Look no further than the closest billboard, chart-topping novelty rap song or Pamela Anderson’s resume to confirm large breasts are a prioritized asset in modern American culture. They are the cultural phenomenon coveted by many for medical and cosmetic purposes, described as “gateways to our anxieties and fantasies about womanhood” by Debra Ollivier.

But are we alone here? Or has the culture of the West has influenced every other region? Mass media consumers in other countries vary in their beauty enhancement practices, trusting everything from pale skin to neck-elongating gold rings to make them more desirable. Take a peek into the myriad ways beauty is interpreted and defined internationally.

Weigh In—Or You’re Out

After the outbreak of AIDS in the 1990’s, South African perceptions of beauty evolved, moving from prizing a thin figure to associating it with terminal illness. Although the influence of Western media has gradually seeped back in, women are typically preferred slightly heavier than in the U.S; for instance, in 2003, a successful South African model fired from a New York City agency for being too heavy.  

A similar intoxication from Western culture showing more negative results has occurred on the tropical island of Figi, long known for valuing a curvier, womanly appearance. A body image that formerly encouraged hearty appetites has suffered as a result of films and television from Australia and America.

You Might Like This:

Yet, not all pound-conscious countries have migrated in this direction; in Jamaica, it is still considered more attractive to have a little meat on your bones, thanks to widely-practiced cultural dances which merit having more curves to shake around. As a result, many Jamaican women have turned used high-fat chicken pills in order to gain weight.

Under The Knife

Some countries characterized by a fierce loyalty to tradition have made a leap in their dealings with plastic surgery; including China where allegedly during the former People’s Republic, owning a hairbrush was frowned upon, but today's wealthy say yes to plastic surgery on the regular. A Miss Plastic Surgery beauty pageant, for example, even required contestants to prove they had undergone cosmetic surgery before proceeding in the competition.

The award, though, for the alleged “nose job capital of the world” goes to Iran, where women justify the procedure due to heightened facial attention since all other parts of the body are covered in public.

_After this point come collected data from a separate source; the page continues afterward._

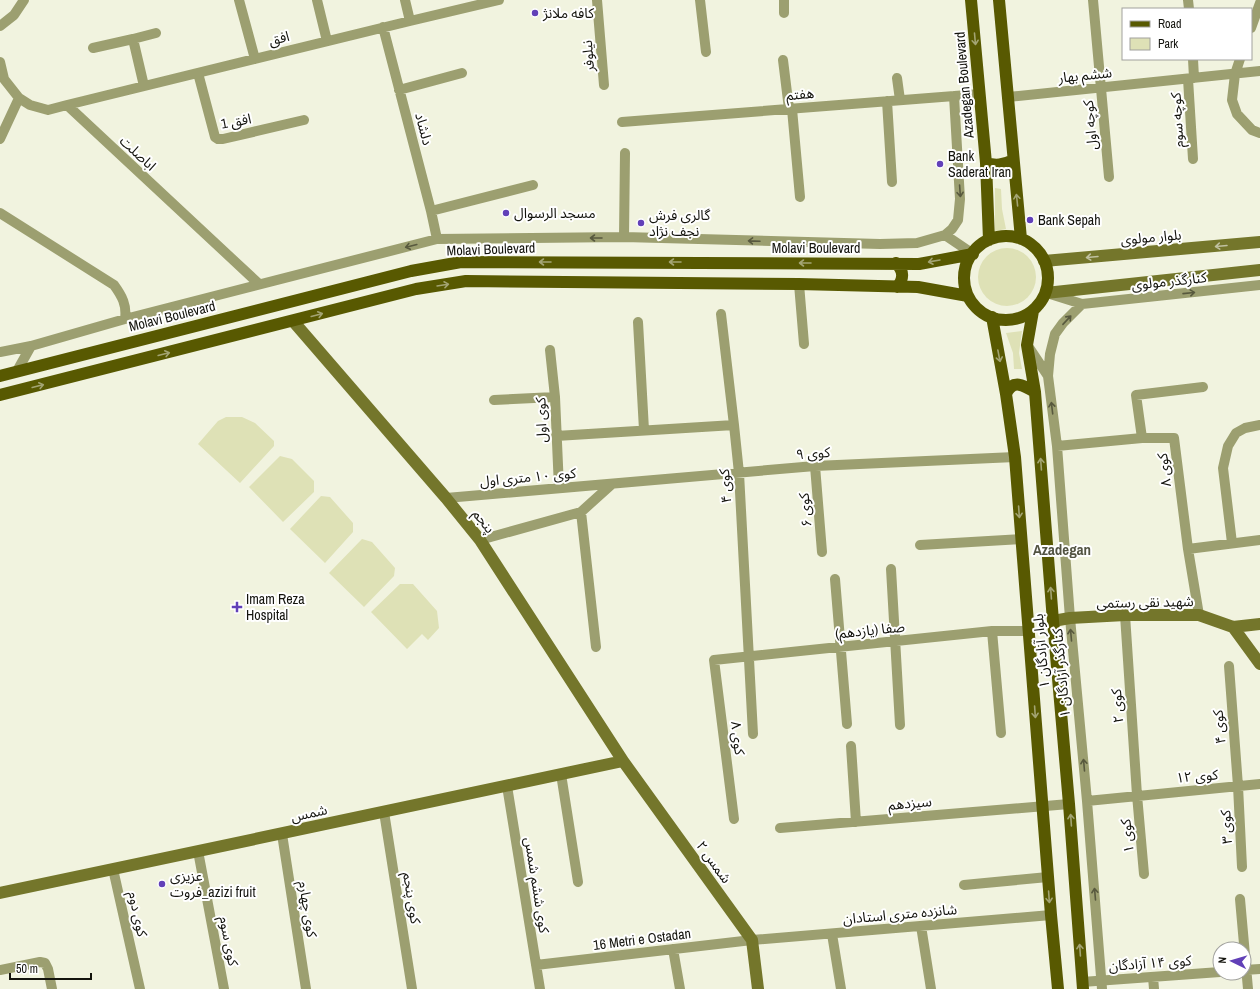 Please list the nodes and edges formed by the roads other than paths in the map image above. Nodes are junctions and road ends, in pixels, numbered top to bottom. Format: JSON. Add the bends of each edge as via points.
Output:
{"nodes":[{"id":1,"x":24,"y":0,"type":"edge"},
{"id":2,"x":239,"y":0,"type":"edge"},
{"id":3,"x":317,"y":0,"type":"edge"},
{"id":4,"x":405,"y":0,"type":"edge"},
{"id":5,"x":499,"y":0,"type":"edge"},
{"id":6,"x":597,"y":0,"type":"edge"},
{"id":7,"x":700,"y":0,"type":"edge"},
{"id":8,"x":784,"y":0,"type":"edge"},
{"id":9,"x":971,"y":0,"type":"edge"},
{"id":10,"x":999,"y":0,"type":"edge"},
{"id":11,"x":1093,"y":0,"type":"edge"},
{"id":12,"x":1260,"y":3,"type":"edge"},
{"id":13,"x":784,"y":13,"type":"dead end"},
{"id":14,"x":410,"y":21,"type":"junction"},
{"id":15,"x":1252,"y":25,"type":"edge"},
{"id":16,"x":0,"y":26,"type":"edge"},
{"id":17,"x":383,"y":27,"type":"junction"},
{"id":18,"x":156,"y":33,"type":"dead end"},
{"id":19,"x":133,"y":39,"type":"junction"},
{"id":20,"x":327,"y":41,"type":"junction"},
{"id":21,"x":93,"y":48,"type":"dead end"},
{"id":22,"x":706,"y":52,"type":"dead end"},
{"id":23,"x":255,"y":59,"type":"junction"},
{"id":24,"x":783,"y":60,"type":"dead end"},
{"id":25,"x":1193,"y":60,"type":"edge"},
{"id":26,"x":1240,"y":60,"type":"edge"},
{"id":27,"x":0,"y":62,"type":"edge"},
{"id":28,"x":1260,"y":71,"type":"edge"},
{"id":29,"x":198,"y":73,"type":"junction"},
{"id":30,"x":462,"y":73,"type":"dead end"},
{"id":31,"x":1235,"y":74,"type":"junction"},
{"id":32,"x":897,"y":78,"type":"dead end"},
{"id":33,"x":1191,"y":78,"type":"junction"},
{"id":34,"x":604,"y":85,"type":"dead end"},
{"id":35,"x":144,"y":86,"type":"junction"},
{"id":36,"x":1101,"y":87,"type":"junction"},
{"id":37,"x":399,"y":90,"type":"junction"},
{"id":38,"x":980,"y":94,"type":"junction"},
{"id":39,"x":954,"y":96,"type":"junction"},
{"id":40,"x":1008,"y":97,"type":"junction"},
{"id":41,"x":19,"y":98,"type":"junction"},
{"id":42,"x":900,"y":100,"type":"junction"},
{"id":43,"x":887,"y":101,"type":"junction"},
{"id":44,"x":67,"y":105,"type":"junction"},
{"id":45,"x":791,"y":109,"type":"junction"},
{"id":46,"x":304,"y":120,"type":"dead end"},
{"id":47,"x":622,"y":122,"type":"dead end"},
{"id":48,"x":1260,"y":133,"type":"edge"},
{"id":49,"x":0,"y":140,"type":"edge"},
{"id":50,"x":625,"y":153,"type":"dead end"},
{"id":51,"x":1193,"y":159,"type":"dead end"},
{"id":52,"x":1013,"y":160,"type":"junction"},
{"id":53,"x":986,"y":163,"type":"junction"},
{"id":54,"x":1109,"y":177,"type":"dead end"},
{"id":55,"x":892,"y":182,"type":"dead end"},
{"id":56,"x":533,"y":184,"type":"dead end"},
{"id":57,"x":800,"y":197,"type":"dead end"},
{"id":58,"x":431,"y":211,"type":"junction"},
{"id":59,"x":0,"y":213,"type":"edge"},
{"id":60,"x":945,"y":235,"type":"junction"},
{"id":61,"x":624,"y":237,"type":"junction"},
{"id":62,"x":437,"y":239,"type":"junction"},
{"id":63,"x":1021,"y":239,"type":"junction"},
{"id":64,"x":989,"y":240,"type":"junction"},
{"id":65,"x":1260,"y":242,"type":"edge"},
{"id":66,"x":973,"y":254,"type":"junction"},
{"id":67,"x":1044,"y":261,"type":"junction"},
{"id":68,"x":896,"y":263,"type":"junction"},
{"id":69,"x":1260,"y":270,"type":"edge"},
{"id":70,"x":411,"y":271,"type":"junction"},
{"id":71,"x":259,"y":284,"type":"junction"},
{"id":72,"x":799,"y":284,"type":"junction"},
{"id":73,"x":1260,"y":285,"type":"edge"},
{"id":74,"x":897,"y":287,"type":"junction"},
{"id":75,"x":416,"y":289,"type":"junction"},
{"id":76,"x":1046,"y":293,"type":"junction"},
{"id":77,"x":968,"y":296,"type":"junction"},
{"id":78,"x":1082,"y":304,"type":"junction"},
{"id":79,"x":1033,"y":311,"type":"junction"},
{"id":80,"x":721,"y":314,"type":"dead end"},
{"id":81,"x":992,"y":318,"type":"junction"},
{"id":82,"x":125,"y":319,"type":"junction"},
{"id":83,"x":293,"y":321,"type":"junction"},
{"id":84,"x":638,"y":322,"type":"dead end"},
{"id":85,"x":804,"y":344,"type":"dead end"},
{"id":86,"x":1027,"y":345,"type":"junction"},
{"id":87,"x":31,"y":346,"type":"junction"},
{"id":88,"x":550,"y":350,"type":"dead end"},
{"id":89,"x":0,"y":352,"type":"edge"},
{"id":90,"x":17,"y":371,"type":"junction"},
{"id":91,"x":0,"y":376,"type":"edge"},
{"id":92,"x":1048,"y":376,"type":"junction"},
{"id":93,"x":1203,"y":387,"type":"dead end"},
{"id":94,"x":1035,"y":392,"type":"junction"},
{"id":95,"x":1006,"y":394,"type":"junction"},
{"id":96,"x":0,"y":395,"type":"edge"},
{"id":97,"x":555,"y":397,"type":"junction"},
{"id":98,"x":494,"y":400,"type":"dead end"},
{"id":99,"x":734,"y":425,"type":"junction"},
{"id":100,"x":1260,"y":425,"type":"edge"},
{"id":101,"x":644,"y":430,"type":"junction"},
{"id":102,"x":556,"y":436,"type":"junction"},
{"id":103,"x":1142,"y":438,"type":"junction"},
{"id":104,"x":1057,"y":446,"type":"junction"},
{"id":105,"x":1015,"y":457,"type":"junction"},
{"id":106,"x":815,"y":466,"type":"junction"},
{"id":107,"x":739,"y":473,"type":"junction"},
{"id":108,"x":612,"y":484,"type":"junction"},
{"id":109,"x":559,"y":488,"type":"junction"},
{"id":110,"x":446,"y":498,"type":"junction"},
{"id":111,"x":581,"y":512,"type":"junction"},
{"id":112,"x":1021,"y":539,"type":"junction"},
{"id":113,"x":480,"y":540,"type":"junction"},
{"id":114,"x":1260,"y":540,"type":"edge"},
{"id":115,"x":1232,"y":543,"type":"junction"},
{"id":116,"x":920,"y":545,"type":"dead end"},
{"id":117,"x":1188,"y":549,"type":"junction"},
{"id":118,"x":822,"y":552,"type":"dead end"},
{"id":119,"x":890,"y":569,"type":"dead end"},
{"id":120,"x":835,"y":579,"type":"dead end"},
{"id":121,"x":1125,"y":615,"type":"junction"},
{"id":122,"x":1199,"y":615,"type":"junction"},
{"id":123,"x":1070,"y":618,"type":"junction"},
{"id":124,"x":1053,"y":621,"type":"junction"},
{"id":125,"x":1260,"y":624,"type":"edge"},
{"id":126,"x":1233,"y":627,"type":"junction"},
{"id":127,"x":992,"y":631,"type":"junction"},
{"id":128,"x":1029,"y":631,"type":"junction"},
{"id":129,"x":895,"y":641,"type":"junction"},
{"id":130,"x":841,"y":647,"type":"junction"},
{"id":131,"x":596,"y":648,"type":"dead end"},
{"id":132,"x":750,"y":656,"type":"junction"},
{"id":133,"x":714,"y":660,"type":"joint"},
{"id":134,"x":1260,"y":664,"type":"edge"},
{"id":135,"x":1228,"y":666,"type":"dead end"},
{"id":136,"x":847,"y":724,"type":"dead end"},
{"id":137,"x":900,"y":725,"type":"dead end"},
{"id":138,"x":1001,"y":733,"type":"dead end"},
{"id":139,"x":753,"y":734,"type":"dead end"},
{"id":140,"x":851,"y":746,"type":"dead end"},
{"id":141,"x":623,"y":761,"type":"junction"},
{"id":142,"x":561,"y":774,"type":"junction"},
{"id":143,"x":1260,"y":784,"type":"edge"},
{"id":144,"x":507,"y":786,"type":"junction"},
{"id":145,"x":1238,"y":786,"type":"junction"},
{"id":146,"x":1137,"y":795,"type":"junction"},
{"id":147,"x":1087,"y":801,"type":"junction"},
{"id":148,"x":1069,"y":804,"type":"junction"},
{"id":149,"x":1042,"y":807,"type":"junction"},
{"id":150,"x":384,"y":812,"type":"junction"},
{"id":151,"x":734,"y":819,"type":"dead end"},
{"id":152,"x":856,"y":822,"type":"junction"},
{"id":153,"x":780,"y":828,"type":"dead end"},
{"id":154,"x":282,"y":834,"type":"junction"},
{"id":155,"x":198,"y":851,"type":"junction"},
{"id":156,"x":1242,"y":867,"type":"dead end"},
{"id":157,"x":113,"y":869,"type":"junction"},
{"id":158,"x":1144,"y":874,"type":"dead end"},
{"id":159,"x":1048,"y":877,"type":"junction"},
{"id":160,"x":578,"y":882,"type":"dead end"},
{"id":161,"x":964,"y":884,"type":"dead end"},
{"id":162,"x":0,"y":893,"type":"edge"},
{"id":163,"x":1240,"y":899,"type":"dead end"},
{"id":164,"x":1051,"y":915,"type":"junction"},
{"id":165,"x":921,"y":926,"type":"junction"},
{"id":166,"x":832,"y":934,"type":"junction"},
{"id":167,"x":752,"y":940,"type":"junction"},
{"id":168,"x":1243,"y":941,"type":"edge"},
{"id":169,"x":673,"y":949,"type":"junction"},
{"id":170,"x":536,"y":965,"type":"junction"},
{"id":171,"x":0,"y":970,"type":"edge"},
{"id":172,"x":1212,"y":973,"type":"edge"},
{"id":173,"x":1153,"y":977,"type":"junction"},
{"id":174,"x":1102,"y":985,"type":"edge"},
{"id":175,"x":1083,"y":986,"type":"edge"},
{"id":176,"x":52,"y":989,"type":"edge"},
{"id":177,"x":140,"y":989,"type":"edge"},
{"id":178,"x":224,"y":989,"type":"edge"},
{"id":179,"x":306,"y":989,"type":"edge"},
{"id":180,"x":412,"y":989,"type":"edge"},
{"id":181,"x":540,"y":989,"type":"edge"},
{"id":182,"x":680,"y":989,"type":"edge"},
{"id":183,"x":758,"y":989,"type":"edge"},
{"id":184,"x":841,"y":989,"type":"edge"},
{"id":185,"x":931,"y":989,"type":"edge"},
{"id":186,"x":1058,"y":989,"type":"edge"},
{"id":187,"x":1154,"y":989,"type":"edge"}],
"edges":[{"from":1,"to":16,"type":"street","via":[[14,15]]},
{"from":2,"to":23,"type":"street"},
{"from":3,"to":20,"type":"street"},
{"from":4,"to":14,"type":"street"},
{"from":5,"to":14,"type":"street","name":"افق"},
{"from":6,"to":34,"type":"street","name":"نیلوفر"},
{"from":7,"to":22,"type":"street"},
{"from":8,"to":13,"type":"street"},
{"from":9,"to":38,"type":"main road","name":"Azadegan Boulevard","one_way":true},
{"from":10,"to":40,"type":"main road"},
{"from":11,"to":36,"type":"street","name":"کوچه اول"},
{"from":12,"to":15,"type":"street"},
{"from":14,"to":17,"type":"street","name":"افق"},
{"from":17,"to":20,"type":"street","name":"افق"},
{"from":17,"to":37,"type":"street","name":"دلشاد"},
{"from":18,"to":19,"type":"street"},
{"from":19,"to":21,"type":"street"},
{"from":19,"to":35,"type":"street"},
{"from":20,"to":23,"type":"street","name":"افق"},
{"from":23,"to":29,"type":"street","name":"افق"},
{"from":24,"to":45,"type":"street"},
{"from":25,"to":33,"type":"street","name":"کوچه سوم"},
{"from":26,"to":31,"type":"street"},
{"from":27,"to":41,"type":"street","via":[[4,79]]},
{"from":28,"to":31,"type":"street","name":"ششم بهار"},
{"from":29,"to":35,"type":"street","name":"افق"},
{"from":29,"to":46,"type":"street","name":"افق 1","via":[[215,137],[218,139]]},
{"from":30,"to":37,"type":"street"},
{"from":31,"to":33,"type":"street","name":"ششم بهار"},
{"from":31,"to":48,"type":"street","via":[[1232,100],[1237,114],[1252,130]]},
{"from":32,"to":42,"type":"street"},
{"from":33,"to":36,"type":"street","name":"ششم بهار"},
{"from":33,"to":51,"type":"street","name":"کوچه سوم"},
{"from":35,"to":44,"type":"street","name":"افق"},
{"from":36,"to":40,"type":"street","name":"ششم بهار"},
{"from":36,"to":54,"type":"street","name":"کوچه اول"},
{"from":37,"to":58,"type":"street","name":"دلشاد"},
{"from":38,"to":39,"type":"street","name":"هفتم"},
{"from":38,"to":53,"type":"main road","name":"Azadegan Boulevard"},
{"from":39,"to":42,"type":"street","name":"هفتم"},
{"from":39,"to":60,"type":"street","one_way":true,"via":[[960,199],[958,220]]},
{"from":40,"to":52,"type":"main road"},
{"from":41,"to":44,"type":"street","via":[[30,105],[48,110]]},
{"from":41,"to":49,"type":"street"},
{"from":42,"to":43,"type":"street","name":"هفتم"},
{"from":43,"to":45,"type":"street","name":"هفتم"},
{"from":43,"to":55,"type":"street"},
{"from":44,"to":71,"type":"street","name":"اباصلت"},
{"from":45,"to":47,"type":"street","name":"هفتم"},
{"from":45,"to":57,"type":"street"},
{"from":50,"to":61,"type":"street"},
{"from":52,"to":53,"type":"main road","via":[[1004,165]]},
{"from":63,"to":52,"type":"main road","one_way":true},
{"from":53,"to":64,"type":"main road","name":"Azadegan Boulevard"},
{"from":56,"to":58,"type":"street"},
{"from":58,"to":62,"type":"street","name":"دلشاد"},
{"from":59,"to":82,"type":"street","via":[[114,285],[125,303]]},
{"from":60,"to":61,"type":"street","one_way":true,"via":[[917,243],[880,244]]},
{"from":60,"to":66,"type":"street"},
{"from":61,"to":62,"type":"street","one_way":true},
{"from":62,"to":71,"type":"street","one_way":true},
{"from":63,"to":64,"type":"main road","via":[[1010,236]]},
{"from":63,"to":67,"type":"main road","via":[[1031,244]]},
{"from":64,"to":66,"type":"main road"},
{"from":65,"to":67,"type":"street","name":"بلوار مولوی","one_way":true},
{"from":66,"to":68,"type":"main road","name":"Molavi Boulevard","one_way":true,"via":[[919,264]]},
{"from":66,"to":77,"type":"main road","via":[[968,261],[965,274]]},
{"from":67,"to":76,"type":"main road","via":[[1048,271]]},
{"from":68,"to":70,"type":"main road","name":"Molavi Boulevard","one_way":true,"via":[[461,262]]},
{"from":68,"to":74,"type":"main road","via":[[902,270],[901,282]]},
{"from":69,"to":76,"type":"street"},
{"from":70,"to":75,"type":"main road"},
{"from":70,"to":90,"type":"main road","name":"Molavi Boulevard"},
{"from":71,"to":82,"type":"street"},
{"from":72,"to":74,"type":"main road"},
{"from":75,"to":72,"type":"main road","one_way":true,"via":[[466,281]]},
{"from":72,"to":85,"type":"street"},
{"from":78,"to":73,"type":"street","name":"کنارگذر مولوی","one_way":true},
{"from":74,"to":77,"type":"main road","via":[[918,287]]},
{"from":83,"to":75,"type":"main road","one_way":true},
{"from":76,"to":78,"type":"street","name":"کنارگذر مولوی"},
{"from":76,"to":79,"type":"main road"},
{"from":77,"to":81,"type":"main road","via":[[974,305]]},
{"from":92,"to":78,"type":"street","name":"کنارگذر آزادگان ۱","one_way":true,"via":[[1055,334]]},
{"from":79,"to":81,"type":"main road","via":[[1013,320]]},
{"from":79,"to":86,"type":"main road","name":"بلوار آزادگان ۱"},
{"from":80,"to":99,"type":"street","name":"کوی ۴"},
{"from":81,"to":95,"type":"main road","name":"بلوار آزادگان ۱","one_way":true},
{"from":82,"to":87,"type":"street"},
{"from":96,"to":83,"type":"main road","one_way":true},
{"from":83,"to":110,"type":"street","name":"پنجم"},
{"from":84,"to":101,"type":"street"},
{"from":86,"to":92,"type":"street"},
{"from":86,"to":94,"type":"main road","name":"بلوار آزادگان ۱"},
{"from":87,"to":89,"type":"street"},
{"from":87,"to":90,"type":"street"},
{"from":88,"to":97,"type":"street","name":"کوی اول"},
{"from":90,"to":91,"type":"main road","name":"Molavi Boulevard"},
{"from":104,"to":92,"type":"street","name":"کنارگذر آزادگان ۱","one_way":true},
{"from":93,"to":103,"type":"street","via":[[1136,395]]},
{"from":94,"to":95,"type":"main road","via":[[1017,385]]},
{"from":124,"to":94,"type":"main road","name":"بلوار آزادگان ۱","one_way":true},
{"from":95,"to":105,"type":"main road","name":"بلوار آزادگان ۱"},
{"from":97,"to":98,"type":"street"},
{"from":97,"to":102,"type":"street","name":"کوی اول"},
{"from":99,"to":101,"type":"street"},
{"from":99,"to":107,"type":"street","name":"کوی ۴"},
{"from":100,"to":115,"type":"street","via":[[1236,433],[1228,446],[1223,468]]},
{"from":101,"to":102,"type":"street"},
{"from":102,"to":109,"type":"street","name":"کوی اول"},
{"from":103,"to":104,"type":"street","name":"کوی ۸"},
{"from":103,"to":117,"type":"street","name":"کوی ۸","via":[[1174,438]]},
{"from":104,"to":123,"type":"street","name":"کنارگذر آزادگان ۱"},
{"from":105,"to":106,"type":"street","name":"کوی ۹"},
{"from":105,"to":112,"type":"main road","name":"بلوار آزادگان ۱","one_way":true},
{"from":106,"to":107,"type":"street","name":"کوی ۹"},
{"from":106,"to":118,"type":"street","name":"کوی ۶"},
{"from":107,"to":108,"type":"street","name":"کوی ۹"},
{"from":107,"to":132,"type":"street","name":"کوی ۴"},
{"from":108,"to":109,"type":"street","name":"کوی ۱۰ متری اول"},
{"from":108,"to":111,"type":"street"},
{"from":109,"to":110,"type":"street","name":"کوی ۱۰ متری اول"},
{"from":110,"to":113,"type":"street","name":"پنجم"},
{"from":111,"to":113,"type":"street"},
{"from":111,"to":131,"type":"street"},
{"from":112,"to":116,"type":"street"},
{"from":112,"to":128,"type":"main road","name":"بلوار آزادگان ۱"},
{"from":113,"to":141,"type":"street","name":"پنجم"},
{"from":114,"to":115,"type":"street"},
{"from":115,"to":117,"type":"street"},
{"from":117,"to":122,"type":"street","name":"کوی ۸"},
{"from":119,"to":129,"type":"street"},
{"from":120,"to":130,"type":"street"},
{"from":121,"to":122,"type":"street","name":"شهید نقی رستمی"},
{"from":121,"to":123,"type":"street","name":"شهید نقی رستمی"},
{"from":121,"to":146,"type":"street","name":"کوی ۲"},
{"from":122,"to":126,"type":"street","name":"شهید نقی رستمی"},
{"from":123,"to":124,"type":"street","name":"شهید نقی رستمی"},
{"from":147,"to":123,"type":"street","name":"کنارگذر آزادگان ۱","one_way":true},
{"from":124,"to":148,"type":"main road","name":"بلوار آزادگان ۱"},
{"from":125,"to":126,"type":"street","name":"شهید نقی رستمی"},
{"from":126,"to":134,"type":"street"},
{"from":127,"to":128,"type":"street","name":"صفا (یازدهم)"},
{"from":127,"to":129,"type":"street","name":"صفا (یازدهم)"},
{"from":127,"to":138,"type":"street"},
{"from":128,"to":149,"type":"main road","name":"بلوار آزادگان ۱","one_way":true},
{"from":129,"to":130,"type":"street","name":"صفا (یازدهم)"},
{"from":129,"to":137,"type":"street"},
{"from":130,"to":132,"type":"street","name":"صفا (یازدهم)"},
{"from":130,"to":136,"type":"street"},
{"from":132,"to":133,"type":"street","name":"صفا (یازدهم)"},
{"from":132,"to":139,"type":"street"},
{"from":133,"to":151,"type":"street","name":"کوی ۸"},
{"from":135,"to":145,"type":"street","name":"کوی ۴"},
{"from":140,"to":152,"type":"street"},
{"from":141,"to":142,"type":"street","name":"شمس"},
{"from":141,"to":167,"type":"street","name":"شمس ۲"},
{"from":142,"to":144,"type":"street","name":"شمس"},
{"from":142,"to":160,"type":"street"},
{"from":143,"to":145,"type":"street","name":"کوی ۱۲"},
{"from":144,"to":150,"type":"street","name":"شمس"},
{"from":144,"to":170,"type":"street","name":"کوی ششم شمس"},
{"from":145,"to":146,"type":"street","name":"کوی ۱۲"},
{"from":145,"to":156,"type":"street","name":"کوی ۳"},
{"from":146,"to":147,"type":"street","name":"کوی ۱۲"},
{"from":146,"to":158,"type":"street","name":"کوی ۱"},
{"from":174,"to":147,"type":"street","name":"کنارگذر آزادگان ۱","one_way":true},
{"from":148,"to":149,"type":"street","name":"سیزدهم"},
{"from":175,"to":148,"type":"main road","name":"بلوار آزادگان ۱","one_way":true},
{"from":149,"to":152,"type":"street","name":"سیزدهم"},
{"from":149,"to":159,"type":"main road","name":"بلوار آزادگان ۱"},
{"from":150,"to":154,"type":"street","name":"شمس"},
{"from":150,"to":180,"type":"street","name":"کوی پنجم"},
{"from":152,"to":153,"type":"street","name":"سیزدهم"},
{"from":154,"to":155,"type":"street","name":"شمس"},
{"from":154,"to":179,"type":"street","name":"کوی چهارم"},
{"from":155,"to":157,"type":"street","name":"شمس"},
{"from":155,"to":178,"type":"street","name":"کوی سوم"},
{"from":157,"to":162,"type":"street","name":"شمس"},
{"from":157,"to":177,"type":"street","name":"کوی دوم"},
{"from":159,"to":161,"type":"street"},
{"from":159,"to":164,"type":"main road","name":"بلوار آزادگان ۱","one_way":true},
{"from":163,"to":168,"type":"street"},
{"from":164,"to":165,"type":"street","name":"شانزده متری استادان"},
{"from":164,"to":186,"type":"main road","name":"بلوار آزادگان ۱"},
{"from":165,"to":166,"type":"street","name":"شانزده متری استادان"},
{"from":165,"to":185,"type":"street"},
{"from":166,"to":167,"type":"street","name":"شانزده متری استادان"},
{"from":166,"to":184,"type":"street"},
{"from":167,"to":169,"type":"street","name":"16 Metri e Ostadan"},
{"from":167,"to":183,"type":"street","name":"شمس ۲"},
{"from":169,"to":170,"type":"street","name":"16 Metri e Ostadan"},
{"from":169,"to":182,"type":"street"},
{"from":170,"to":181,"type":"street","name":"کوی ششم شمس"},
{"from":171,"to":176,"type":"street","via":[[44,963],[48,969]]},
{"from":172,"to":173,"type":"street","name":"کوی ۱۴ آزادگان"},
{"from":173,"to":174,"type":"street","name":"کوی ۱۴ آزادگان"},
{"from":173,"to":187,"type":"street"},
{"from":174,"to":175,"type":"street","name":"کوی ۱۴ آزادگان"}]}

The leading contender rivaling the US, however, is Brazil, often known as an up-and-coming epicenter of plastic surgery, influenced by a surge in cosmetic augmentations particularly common in women competing in beauty pageants, even as young as 22 years old.

All About the Hair

The hair-straightening practices of Japan have manifested themselves as a trend in many salons in the US, as a proven effective method for permanently straightening wavy hair. The treatment consists of chemical creams and flat irons, and is beloved in Japan, where straight hair is the assumed standard.

In India, hair smoothing treatments are highly prized; many devout Hindus cut off hair as a sacred offering in their religious practice. This “temple hair” is sold along with hair lost via natural causes as a commodity in many villages—and surprisingly enough—more than 1,000 tons of it per year is imported into the US for use in salon weaves and extensions.

Ironically, though women in Afghanistan are required to cover their heads, having long, smooth tresses is a great honor.

At Face Value

Creams which lighten the color of the skin are popular in Asian countries, with the goal of having a smooth complexion that emulates porcelain itself. Rather than using collagen treatments or Botox injections, however; Japanese women intentionally eat collagen-infused foods, often found in cows and chickens.

In terms of facial structure, symmetry in the face is valued in Afghanistan far above having a toned body.

The Eyes Have It

In some African countries where women naturally have a darker skin tone but a scarcity of light eyes, many try to brighten eye color with colored contact lenses.

For Middle Eastern women dwelling in regions where the body-shrouding burqa is no longer enforced, the eyes are so highly valued that many choose to still wear the covering because “it makes the eyes look very sexy.”

Tattoos And Markings

In New Zealand, tattooing is considered a sacred beauty ritual for people of Polynesian descent—lip and chin tattoos to be exact, often with a bluish tint.

Taking it one step further, women in Southern Ethiopia disregard the use of color, but permit leaders of their tribes to etch decorative scars onto their stomachs at a young age; these markings are used as symbols of courtship and marriage eligibility.

At Long Last … The Breasts

So does the US stands alone in the Western Hemisphere, defensively clutching its implants. Not quite, considering the UK weighs in as the second highest consumer of breast implants.

Though France may be in close proximity geographically, its female population seems un-phased by their silicone-enamored neighbors. Perhaps they’ve discovered the secret that sometimes less can be more, no?